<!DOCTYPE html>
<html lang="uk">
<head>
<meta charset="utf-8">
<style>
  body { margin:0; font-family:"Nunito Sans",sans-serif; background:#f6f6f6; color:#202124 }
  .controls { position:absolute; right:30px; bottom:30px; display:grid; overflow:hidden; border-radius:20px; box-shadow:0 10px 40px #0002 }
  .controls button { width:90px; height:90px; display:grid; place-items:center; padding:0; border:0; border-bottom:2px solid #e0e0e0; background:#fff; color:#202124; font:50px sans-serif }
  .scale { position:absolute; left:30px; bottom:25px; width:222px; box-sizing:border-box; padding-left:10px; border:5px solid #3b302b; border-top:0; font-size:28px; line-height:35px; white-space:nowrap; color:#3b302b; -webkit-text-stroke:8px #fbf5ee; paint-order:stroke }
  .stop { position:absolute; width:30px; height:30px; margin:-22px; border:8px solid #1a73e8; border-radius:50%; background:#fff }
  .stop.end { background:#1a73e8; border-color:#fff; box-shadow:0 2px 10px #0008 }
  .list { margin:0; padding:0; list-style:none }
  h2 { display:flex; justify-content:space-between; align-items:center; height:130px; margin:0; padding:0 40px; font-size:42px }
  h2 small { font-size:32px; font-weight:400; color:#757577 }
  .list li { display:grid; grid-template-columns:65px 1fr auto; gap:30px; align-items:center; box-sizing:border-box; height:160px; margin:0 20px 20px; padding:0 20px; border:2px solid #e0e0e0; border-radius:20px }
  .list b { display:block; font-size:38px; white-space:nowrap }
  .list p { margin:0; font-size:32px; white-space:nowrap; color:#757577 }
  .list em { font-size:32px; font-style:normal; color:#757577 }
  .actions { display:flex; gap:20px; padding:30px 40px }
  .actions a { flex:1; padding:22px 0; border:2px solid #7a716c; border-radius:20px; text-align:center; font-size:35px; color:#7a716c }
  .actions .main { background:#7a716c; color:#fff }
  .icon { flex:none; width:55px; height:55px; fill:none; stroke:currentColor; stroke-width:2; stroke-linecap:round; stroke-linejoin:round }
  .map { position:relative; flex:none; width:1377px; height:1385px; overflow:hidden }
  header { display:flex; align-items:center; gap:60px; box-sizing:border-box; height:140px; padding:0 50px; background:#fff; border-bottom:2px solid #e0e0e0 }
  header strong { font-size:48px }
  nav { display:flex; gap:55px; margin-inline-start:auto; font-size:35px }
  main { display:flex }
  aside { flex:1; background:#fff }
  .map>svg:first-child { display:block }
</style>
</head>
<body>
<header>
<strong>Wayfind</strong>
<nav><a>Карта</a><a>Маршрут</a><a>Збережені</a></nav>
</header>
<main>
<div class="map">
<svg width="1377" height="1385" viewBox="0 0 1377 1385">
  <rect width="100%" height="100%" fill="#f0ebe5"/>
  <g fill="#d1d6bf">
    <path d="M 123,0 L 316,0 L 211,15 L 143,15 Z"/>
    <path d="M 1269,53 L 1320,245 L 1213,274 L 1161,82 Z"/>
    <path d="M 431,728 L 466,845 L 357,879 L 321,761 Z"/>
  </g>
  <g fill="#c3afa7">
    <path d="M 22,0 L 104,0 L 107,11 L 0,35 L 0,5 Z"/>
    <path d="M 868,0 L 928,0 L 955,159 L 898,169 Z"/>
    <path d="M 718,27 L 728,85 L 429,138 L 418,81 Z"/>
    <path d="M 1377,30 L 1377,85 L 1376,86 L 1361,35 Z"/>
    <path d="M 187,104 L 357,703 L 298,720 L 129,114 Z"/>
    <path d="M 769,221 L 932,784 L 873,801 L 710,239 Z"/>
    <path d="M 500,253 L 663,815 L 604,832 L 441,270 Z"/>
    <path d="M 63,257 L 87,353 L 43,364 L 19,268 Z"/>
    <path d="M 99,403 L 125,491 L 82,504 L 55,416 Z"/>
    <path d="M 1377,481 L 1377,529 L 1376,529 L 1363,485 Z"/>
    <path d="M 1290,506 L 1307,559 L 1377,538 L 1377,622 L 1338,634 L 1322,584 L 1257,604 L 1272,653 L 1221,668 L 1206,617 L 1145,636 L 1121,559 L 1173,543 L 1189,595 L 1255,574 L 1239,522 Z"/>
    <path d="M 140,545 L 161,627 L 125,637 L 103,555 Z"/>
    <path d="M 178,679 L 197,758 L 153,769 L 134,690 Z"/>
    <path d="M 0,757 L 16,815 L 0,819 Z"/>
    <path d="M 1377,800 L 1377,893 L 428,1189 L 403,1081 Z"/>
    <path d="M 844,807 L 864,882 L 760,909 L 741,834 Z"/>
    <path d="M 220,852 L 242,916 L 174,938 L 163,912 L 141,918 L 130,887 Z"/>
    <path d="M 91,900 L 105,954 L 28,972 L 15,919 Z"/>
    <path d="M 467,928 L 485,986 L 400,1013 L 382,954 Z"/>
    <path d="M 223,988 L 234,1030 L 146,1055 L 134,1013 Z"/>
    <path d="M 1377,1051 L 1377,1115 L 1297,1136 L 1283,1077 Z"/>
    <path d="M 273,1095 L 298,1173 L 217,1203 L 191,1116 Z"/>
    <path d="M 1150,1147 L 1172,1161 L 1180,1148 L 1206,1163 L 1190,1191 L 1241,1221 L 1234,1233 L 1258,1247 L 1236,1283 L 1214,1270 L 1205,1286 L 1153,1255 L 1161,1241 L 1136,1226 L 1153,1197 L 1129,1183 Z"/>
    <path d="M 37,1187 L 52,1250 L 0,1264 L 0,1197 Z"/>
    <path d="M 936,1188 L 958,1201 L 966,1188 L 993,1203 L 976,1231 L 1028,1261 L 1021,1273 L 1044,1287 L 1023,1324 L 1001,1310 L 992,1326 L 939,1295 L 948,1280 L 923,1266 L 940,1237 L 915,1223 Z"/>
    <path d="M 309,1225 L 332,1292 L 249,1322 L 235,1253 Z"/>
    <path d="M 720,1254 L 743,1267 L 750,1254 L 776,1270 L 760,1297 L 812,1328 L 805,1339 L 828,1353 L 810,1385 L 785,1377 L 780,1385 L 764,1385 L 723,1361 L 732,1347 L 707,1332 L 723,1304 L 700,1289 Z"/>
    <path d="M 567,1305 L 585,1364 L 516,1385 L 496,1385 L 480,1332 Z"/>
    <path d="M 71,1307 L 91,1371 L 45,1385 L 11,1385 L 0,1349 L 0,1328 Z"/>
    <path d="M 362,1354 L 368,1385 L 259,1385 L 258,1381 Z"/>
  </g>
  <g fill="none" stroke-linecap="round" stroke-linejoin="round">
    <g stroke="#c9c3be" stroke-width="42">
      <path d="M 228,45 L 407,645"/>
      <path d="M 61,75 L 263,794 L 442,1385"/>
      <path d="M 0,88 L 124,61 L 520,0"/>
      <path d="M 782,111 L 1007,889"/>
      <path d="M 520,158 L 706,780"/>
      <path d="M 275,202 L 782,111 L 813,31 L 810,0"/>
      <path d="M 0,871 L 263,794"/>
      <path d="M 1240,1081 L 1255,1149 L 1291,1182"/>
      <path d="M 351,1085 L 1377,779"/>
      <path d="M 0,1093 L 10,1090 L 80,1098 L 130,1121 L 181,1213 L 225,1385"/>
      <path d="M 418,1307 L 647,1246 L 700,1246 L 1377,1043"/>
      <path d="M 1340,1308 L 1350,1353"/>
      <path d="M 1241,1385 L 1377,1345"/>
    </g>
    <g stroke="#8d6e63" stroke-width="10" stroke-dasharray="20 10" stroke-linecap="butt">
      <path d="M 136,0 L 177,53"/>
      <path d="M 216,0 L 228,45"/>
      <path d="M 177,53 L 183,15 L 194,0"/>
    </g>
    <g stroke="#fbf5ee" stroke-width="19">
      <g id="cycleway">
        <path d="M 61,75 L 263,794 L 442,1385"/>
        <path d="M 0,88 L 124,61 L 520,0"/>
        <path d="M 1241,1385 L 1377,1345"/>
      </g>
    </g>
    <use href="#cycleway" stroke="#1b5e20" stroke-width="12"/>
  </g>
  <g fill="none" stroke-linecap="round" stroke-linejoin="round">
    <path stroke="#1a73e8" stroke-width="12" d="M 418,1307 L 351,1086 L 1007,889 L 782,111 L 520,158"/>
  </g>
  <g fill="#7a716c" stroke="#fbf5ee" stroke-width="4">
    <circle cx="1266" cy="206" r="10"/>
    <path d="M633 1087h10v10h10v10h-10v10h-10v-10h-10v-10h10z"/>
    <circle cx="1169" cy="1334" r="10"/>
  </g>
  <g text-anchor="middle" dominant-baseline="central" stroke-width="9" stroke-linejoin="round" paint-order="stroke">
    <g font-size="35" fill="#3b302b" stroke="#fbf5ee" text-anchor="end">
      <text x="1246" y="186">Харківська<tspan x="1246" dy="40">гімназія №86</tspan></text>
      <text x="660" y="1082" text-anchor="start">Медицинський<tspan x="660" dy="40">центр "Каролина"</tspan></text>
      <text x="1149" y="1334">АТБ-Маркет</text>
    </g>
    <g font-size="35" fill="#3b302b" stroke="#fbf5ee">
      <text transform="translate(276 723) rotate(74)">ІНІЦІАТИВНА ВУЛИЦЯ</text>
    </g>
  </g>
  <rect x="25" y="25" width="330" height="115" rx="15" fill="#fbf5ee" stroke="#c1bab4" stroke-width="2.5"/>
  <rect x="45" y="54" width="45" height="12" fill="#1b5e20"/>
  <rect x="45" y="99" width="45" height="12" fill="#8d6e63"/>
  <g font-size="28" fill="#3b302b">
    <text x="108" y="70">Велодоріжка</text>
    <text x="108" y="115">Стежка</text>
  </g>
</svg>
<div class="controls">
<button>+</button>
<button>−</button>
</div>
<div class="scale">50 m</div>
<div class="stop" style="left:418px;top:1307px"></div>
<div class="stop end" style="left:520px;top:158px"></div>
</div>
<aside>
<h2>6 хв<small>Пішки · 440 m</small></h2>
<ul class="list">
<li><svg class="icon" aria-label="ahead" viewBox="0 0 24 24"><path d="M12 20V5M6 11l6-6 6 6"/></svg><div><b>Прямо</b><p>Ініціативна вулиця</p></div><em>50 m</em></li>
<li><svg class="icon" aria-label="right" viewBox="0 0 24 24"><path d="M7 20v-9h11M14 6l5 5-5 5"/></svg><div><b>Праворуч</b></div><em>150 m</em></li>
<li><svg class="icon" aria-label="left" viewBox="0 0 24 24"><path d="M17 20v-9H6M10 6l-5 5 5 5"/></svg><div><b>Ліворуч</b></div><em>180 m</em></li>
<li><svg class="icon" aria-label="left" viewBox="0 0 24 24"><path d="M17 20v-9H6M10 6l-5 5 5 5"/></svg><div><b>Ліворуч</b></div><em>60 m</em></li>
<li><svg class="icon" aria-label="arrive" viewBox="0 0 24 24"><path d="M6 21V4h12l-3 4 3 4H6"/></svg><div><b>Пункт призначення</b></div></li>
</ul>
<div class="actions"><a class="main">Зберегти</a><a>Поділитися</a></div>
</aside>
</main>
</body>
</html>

*WHAT YOU SHOULD DO*. Please transcribe, exactly and with nothing added, the lines from the first line of the material above through the line that contains "position:absolute; right:30px; bottom:30px;".

*RESPONSE FOR THIS EXERCISE*.
<!DOCTYPE html>
<html lang="uk">
<head>
<meta charset="utf-8">
<style>
  body { margin:0; font-family:"Nunito Sans",sans-serif; background:#f6f6f6; color:#202124 }
  .controls { position:absolute; right:30px; bottom:30px; display:grid; overflow:hidden; border-radius:20px; box-shadow:0 10px 40px #0002 }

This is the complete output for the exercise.